In the YouTube Red series YOUTH & CONSEQUENCES, Farrah (Anna Akana) is the queen of her high school and the undisputed leader of her mean-girl posse: outwardly confident Jayne (Kara Royster), self-effacing Jane (Sophie Reynolds), and easygoing Grace (Piper Curda). But when a student council election upends Farrah's tidy power structure and a secret partnership with school gossip columnist Colin (Sean Grandillo) starts going off the rails, it's going to take all her dark machinations to regain her seat at the head of the table.
Is it any good?
Circling around a power-hungry school clique, this teen dramedy is intriguing, mean-spirited, and entertaining all at once. "High school is a great big buzzsaw that grinds people up into little pieces -- some people are just a little better at hiding the damage," says calculating teen-queen Farrah (Anna Akana, terrific) in the voice-over that draws us into the action. She's certainly good at hiding her secrets -- and holding power over other students. A school election (shades of Election) is the crux of her current concerns, as she and her clique (shades of Heathers and Mean Girls) plot to throw a student council vote, and use the school's social media page, known as C-rotch, (shades of Gossip Girl) to spread vicious election-affecting scuttlebutt.
Don't get her wrong -- it's not that Farrah cares who leads the school. Her interest is instead in using secrets and insider info to bend the other students to her will. There's only one student who can stand in her way: C-rotch editor Colin, whose crush on Farrah keeps him trotting to her tune. But when Farrah's latest patsy suddenly threatens to upend the school's dynamics, Farrah may not be able to hold on to her power for long. The unkindness and less-than-positive messages may convince parents to keep this one on the do-not-watch list. But as a sort of dark high school-set Dangerous Liaisons, Youth & Consequences hits the mark and may soon make converts of new viewers.
Talk to your kids about ...
Families can talk about stereotyping. What instances of stereotyping exist in Youth & Consequences? Do the characters reflect the groups you see among your peers? To what degree is stereotyping necessary for the comedy to be effective? Does it interfere with your connection to a character?
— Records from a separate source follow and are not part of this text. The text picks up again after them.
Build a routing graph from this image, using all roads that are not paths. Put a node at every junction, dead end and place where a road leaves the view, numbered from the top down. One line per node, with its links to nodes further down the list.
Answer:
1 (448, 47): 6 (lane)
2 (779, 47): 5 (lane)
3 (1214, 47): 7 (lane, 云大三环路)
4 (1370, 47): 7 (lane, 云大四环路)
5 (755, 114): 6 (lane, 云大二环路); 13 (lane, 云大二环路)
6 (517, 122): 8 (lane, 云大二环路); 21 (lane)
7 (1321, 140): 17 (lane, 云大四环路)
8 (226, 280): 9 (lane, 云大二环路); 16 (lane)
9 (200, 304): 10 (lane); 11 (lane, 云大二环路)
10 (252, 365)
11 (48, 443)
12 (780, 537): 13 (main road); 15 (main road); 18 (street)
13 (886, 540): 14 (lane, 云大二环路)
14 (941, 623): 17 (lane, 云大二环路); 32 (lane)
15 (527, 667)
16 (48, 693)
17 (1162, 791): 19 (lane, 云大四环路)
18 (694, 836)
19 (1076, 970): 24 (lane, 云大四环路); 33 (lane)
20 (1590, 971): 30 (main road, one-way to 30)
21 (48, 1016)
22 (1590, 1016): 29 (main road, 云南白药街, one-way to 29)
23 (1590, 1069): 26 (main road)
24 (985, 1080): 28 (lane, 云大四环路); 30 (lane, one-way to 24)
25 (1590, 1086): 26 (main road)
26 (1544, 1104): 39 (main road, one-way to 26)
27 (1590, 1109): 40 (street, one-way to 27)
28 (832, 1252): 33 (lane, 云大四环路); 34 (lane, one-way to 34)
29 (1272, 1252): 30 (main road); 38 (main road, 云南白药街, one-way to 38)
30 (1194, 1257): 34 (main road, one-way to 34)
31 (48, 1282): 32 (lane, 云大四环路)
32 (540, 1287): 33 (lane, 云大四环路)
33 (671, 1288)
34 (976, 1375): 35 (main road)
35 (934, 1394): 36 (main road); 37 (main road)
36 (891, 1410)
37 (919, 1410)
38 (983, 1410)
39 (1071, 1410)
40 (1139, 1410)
Can you think of other high school dramas? Why are schools such popular settings? What dramatic or comedic possibilities do they hold? How does this high school-set drama stack up to others you have seen?
Use this show to begin a discussion about the way that adolescents can treat each other, and the actions they can take to encourage each other to be kinder and more supportive. Do you know anyone who acts like the teens in this movie? Would you want to?